● Task description
Some lines hold the string "Macabacle". Copy all of them from the material that follows.
[Start of section]
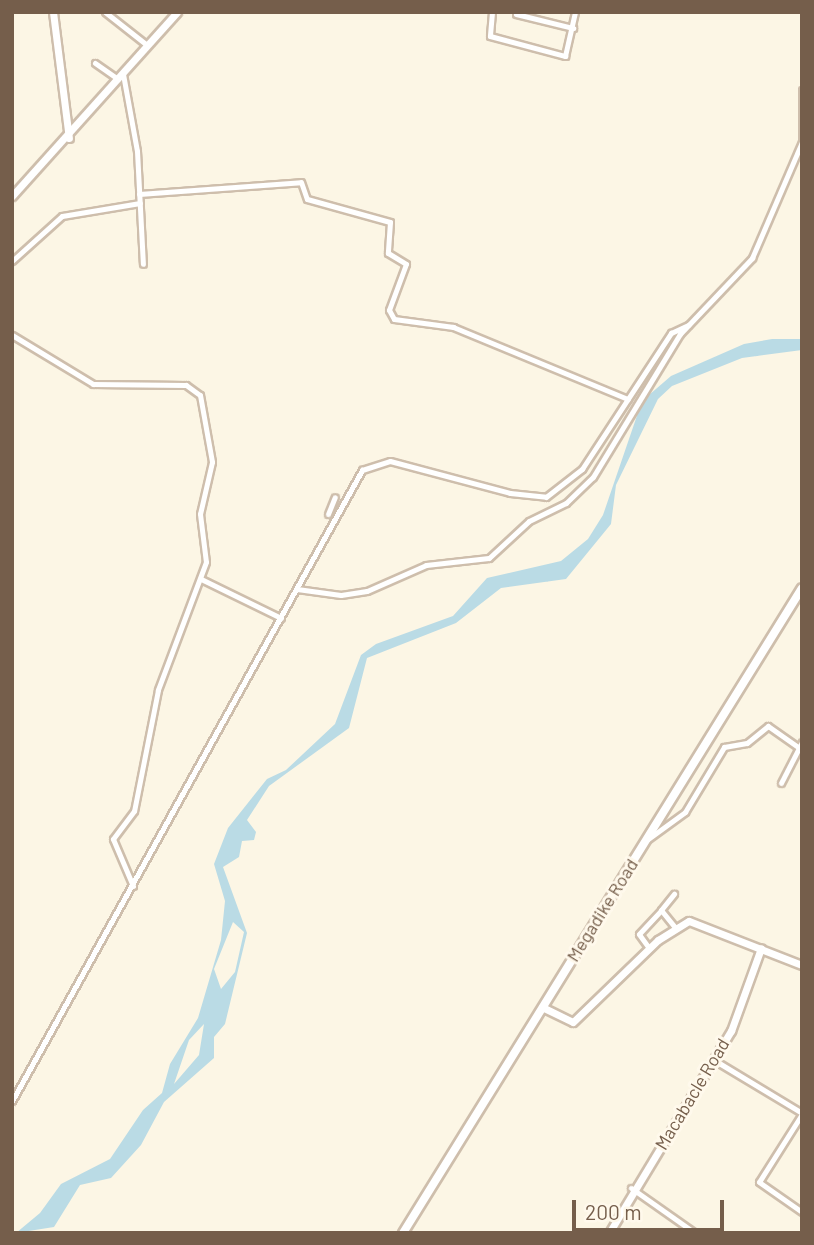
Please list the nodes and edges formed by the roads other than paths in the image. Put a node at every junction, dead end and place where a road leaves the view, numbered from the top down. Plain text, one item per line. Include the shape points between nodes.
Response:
1 (53, 12) edge
2 (105, 12) edge
3 (177, 12) edge
4 (492, 12) edge
5 (507, 12) edge
6 (575, 12) edge
7 (516, 13) edge
8 (572, 28) junction
9 (147, 45) junction
10 (95, 63) dead end
11 (120, 77) junction
12 (802, 90) edge
13 (69, 138) junction
14 (802, 142) edge
15 (139, 194) junction
16 (12, 196) edge
17 (139, 203) junction
18 (12, 261) edge
19 (143, 264) dead end
20 (688, 325) junction
21 (12, 335) edge
22 (628, 399) junction
23 (335, 497) dead end
24 (327, 514) dead end
25 (201, 579) junction
26 (802, 588) edge
27 (297, 589) junction
28 (281, 618) junction
29 (800, 745) edge
30 (781, 783) dead end
31 (645, 841) junction
32 (133, 886) junction
33 (674, 894) dead end
34 (661, 910) junction
35 (675, 927) junction
36 (649, 948) junction
37 (761, 948) junction
38 (802, 965) edge
39 (542, 1007) junction
40 (714, 1060) junction
41 (12, 1101) edge
42 (802, 1113) edge
43 (631, 1188) junction
44 (802, 1212) edge
45 (404, 1233) edge
46 (608, 1233) edge
47 (695, 1233) edge

1 - 13 street
2 - 9 street
3 - 9 street
4 - 8 street via 489,36 559,55 568,53
5 - 7 street
6 - 8 street
7 - 8 street
9 - 11 street
10 - 11 street
11 - 13 street
11 - 15 street
12 - 14 street
13 - 16 street
14 - 20 street via 752,258
15 - 17 street
15 - 22 street via 301,182 307,199 390,222 388,253 406,264 389,310 394,319 453,327
17 - 18 street via 62,216
17 - 19 street
20 - 22 street via 671,333
20 - 27 street via 593,477 566,503 529,521 489,558 426,565 367,591 341,595
21 - 25 street via 93,384 186,385 198,390 212,462 200,514 207,552
22 - 27 street via 582,470 546,497 510,493 390,461 369,464
23 - 24 street
25 - 28 street
25 - 32 street via 189,600 158,690 134,811 113,839
26 - 31 main road, Megadike Road
27 - 28 street
28 - 32 street
29 - 30 street
29 - 31 street via 768,726 747,743 724,747 677,821
31 - 39 main road, Megadike Road
32 - 41 street
33 - 34 street
34 - 35 street
34 - 36 street via 639,934
35 - 36 street
35 - 37 street via 693,922
36 - 39 street via 573,1022
37 - 38 street
37 - 40 street, Macabacle Road
39 - 45 main road, Megadike Road
40 - 42 street
40 - 43 street, Macabacle Road
42 - 44 street via 759,1182
43 - 46 street, Macabacle Road
43 - 47 street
[End of section]
● Exercise response
37 - 40 street, Macabacle Road
40 - 43 street, Macabacle Road
43 - 46 street, Macabacle Road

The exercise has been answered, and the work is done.